Is this how we preserve a great man’s samadhi?

SUNAAD RAGHURAM writes: Having been in Bangalore in the past month, for reasons personal, for more days than my mind can handle, I called up an old friend who is quite an aficionado of Kannada films who suggested that we drive over to the Kanteerava Studios where the samadhi of the great Raj Kumar is situated. The idea excited me and soon we were on our way.

As I manoeuvred my jeep through traffic that seemed to make the chaos and panic of the great wilderbeest migration across the vast plains of Tanzania look like an abacus session taught by a loving matron in the neighbourhood kindergarten, my mind travelled to the days when Raj Kumar held sway over the consciousness of millions of Kannadigas with his legendary acting skills, charm, radiance, humility and the sheer weight of his rare personality.

My friend and I were quite animated in our reminiscences of the Kannada films of old: the gentility, the refinement and the social values the stories mirrored, and the sheer intensity and class of some of the actors, as also the directors, notably the redoubtable Puttanna Kanagal and the iconic Raj Kumar.

In some time, we pulled up at the samadhi of the great man.

What my eyes took in was not what my mind had imagined. It was a bit of a shock really. A let down which stung instantly.

Nowhere in the vicinity of the marble-mounted platform under which lay the mortal remains of one of the greatest ever Kannadigas, was there even a semblance of solemn order.

A man whose depth of urbane thought and sophistication of speech, not to speak of his fantastic acting skills, quite mysteriously belied his absolutely rustic upbringing in a non-descript village of complete remoteness in the vicinity of the jungles bordering Karnataka and Tamil Nadu, totally devoid of any thing remotely scholastic, considering that he didn’t attend school beyond the third standard; lay in a grave around which buzzed a million flies that had taken up residence because of the multitude of food carts selling masala puri, churumuri and an assortment of cut fruits in the vicinity, with the attendant garbage being generously generated.

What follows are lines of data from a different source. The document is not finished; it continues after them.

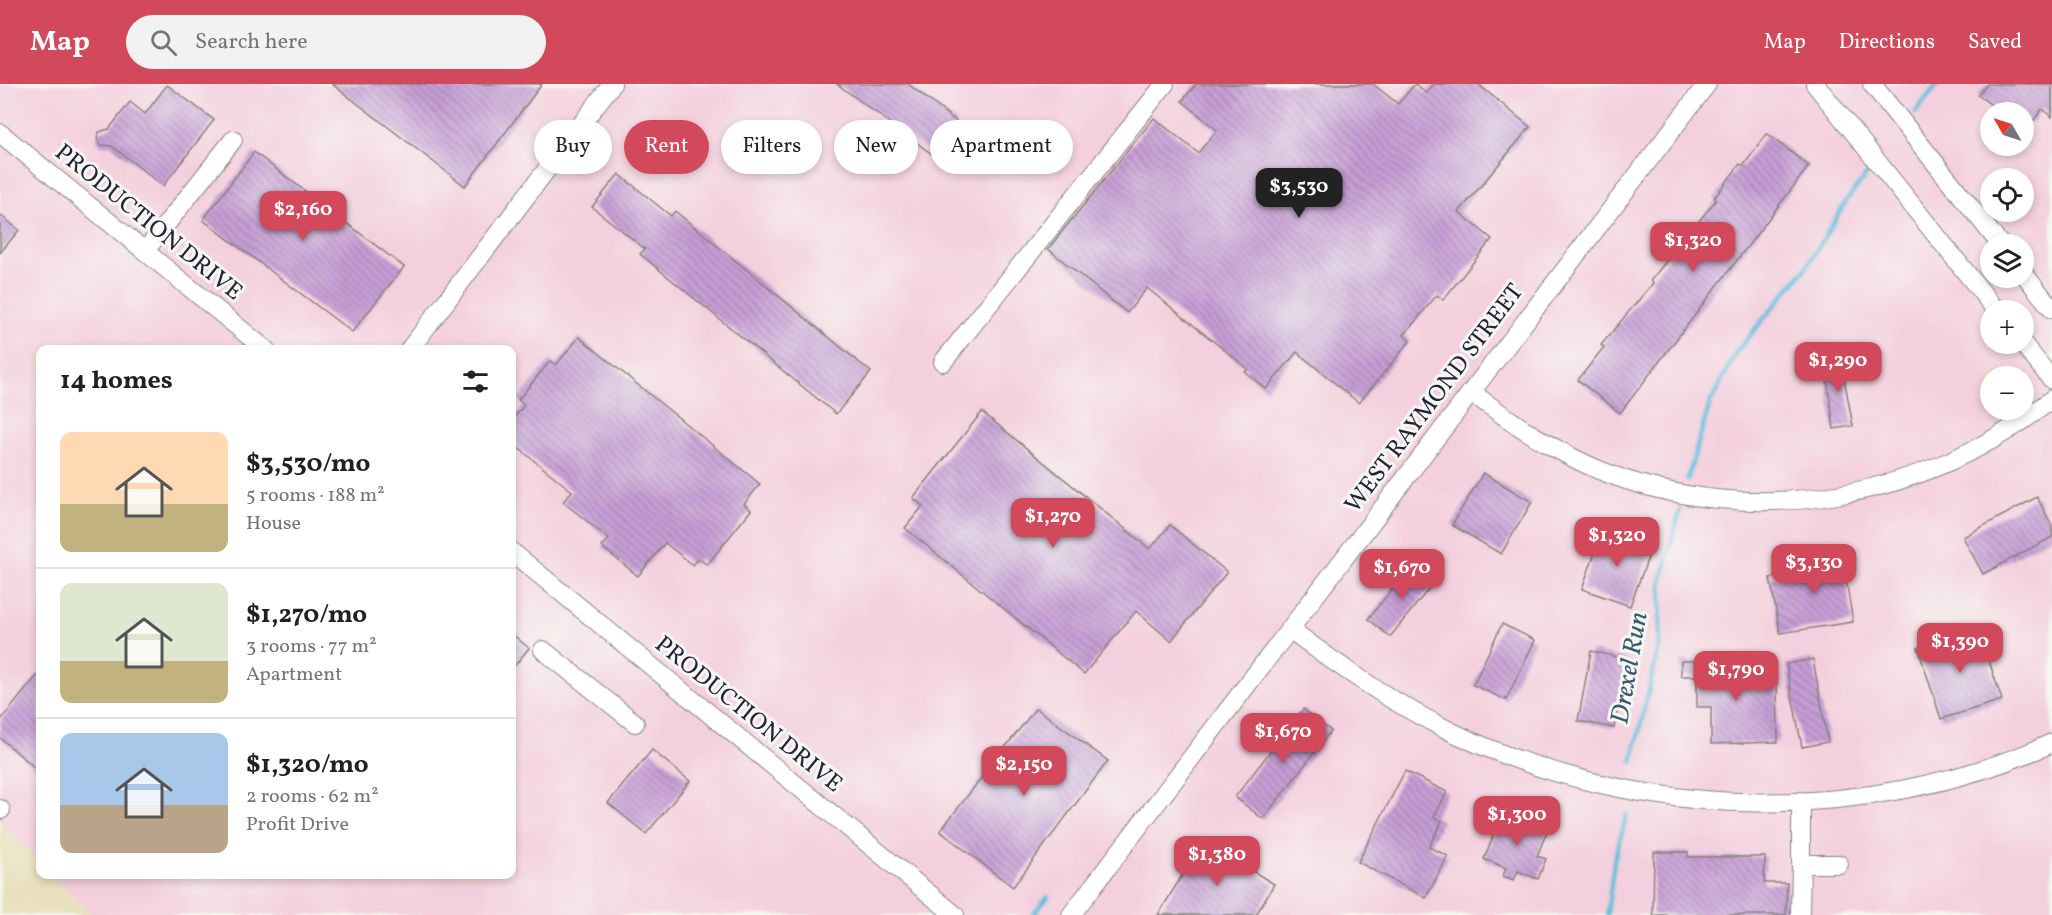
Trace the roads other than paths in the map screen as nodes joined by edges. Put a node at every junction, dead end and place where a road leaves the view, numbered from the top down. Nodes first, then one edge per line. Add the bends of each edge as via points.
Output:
1 (612, 84) edge
2 (1165, 84) edge
3 (1707, 84) edge
4 (1815, 84) edge
5 (1872, 84) edge
6 (0, 134) edge
7 (233, 140) dead end
8 (1992, 234) edge
9 (145, 252) junction
10 (2034, 286) edge
11 (1988, 300) edge
12 (2052, 309) edge
13 (260, 345) edge
14 (413, 345) edge
15 (2031, 354) edge
16 (943, 362) dead end
17 (2052, 380) edge
18 (1471, 392) junction
19 (2052, 399) edge
20 (516, 555) edge
21 (1290, 629) junction
22 (543, 651) dead end
23 (635, 723) dead end
24 (2052, 743) edge
25 (1801, 801) junction
26 (1801, 864) junction
27 (1839, 864) dead end
28 (955, 915) edge
29 (1071, 915) edge
30 (1800, 915) edge

1 - 14 street
2 - 16 street
3 - 18 street, WEST RAYMOND STREET
4 - 11 street
5 - 8 street
6 - 9 street, PRODUCTION DRIVE
7 - 9 street
9 - 13 street, PRODUCTION DRIVE
10 - 12 street
15 - 17 street
18 - 19 street via 1542,442 1605,472 1683,494 1756,502 1827,497 1915,476 1981,447
18 - 21 street, WEST RAYMOND STREET
20 - 28 street, PRODUCTION DRIVE
21 - 25 street via 1401,706 1464,738 1528,763 1625,789 1670,796
21 - 29 street, WEST RAYMOND STREET
22 - 23 street
24 - 25 street via 1975,771 1916,786
25 - 26 street
26 - 27 street
26 - 30 street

The scene was that of a garish village fair with urchins hawking ground nuts and cigarettes, men and women and children, mostly from rural Karnataka, walking about in complete disorderliness, a few men of indeterminable avocations lazing around on the unkempt grass, either smoking beedies or gazing into space, women selling flowers of all shapes and sizes and colours and in different stages of wither mainly due to the unrelenting sun, with a few men even relieving themselves not too far from the hallowed grave, on whose top had been mounted a most inartistically designed canopy with a slope on either side.

A pathetic thatched hut-like contraption stood pitched just a few feet away, its cheap wooden shelves selling audio and video compact discs of Raj Kumar’s films. A sound track belted in almost indistinct clarity, assorted dialogues of the actor from a random selection of his films.

It’s not my point that film actors have to be perpetuated for posterity through the building of impressive tombs that should match the mausoleums of ancient India with their elaborate decorations.

But the state government having decided to do one for one of the rarest actors of the country and a true Kannada idol who led a life clearly based on the tenets of decency and probity, should have shown the sincerity of purpose in creating a true resting place for the great man where you could expect a sense of tranquil dignity and sobriety in the air around.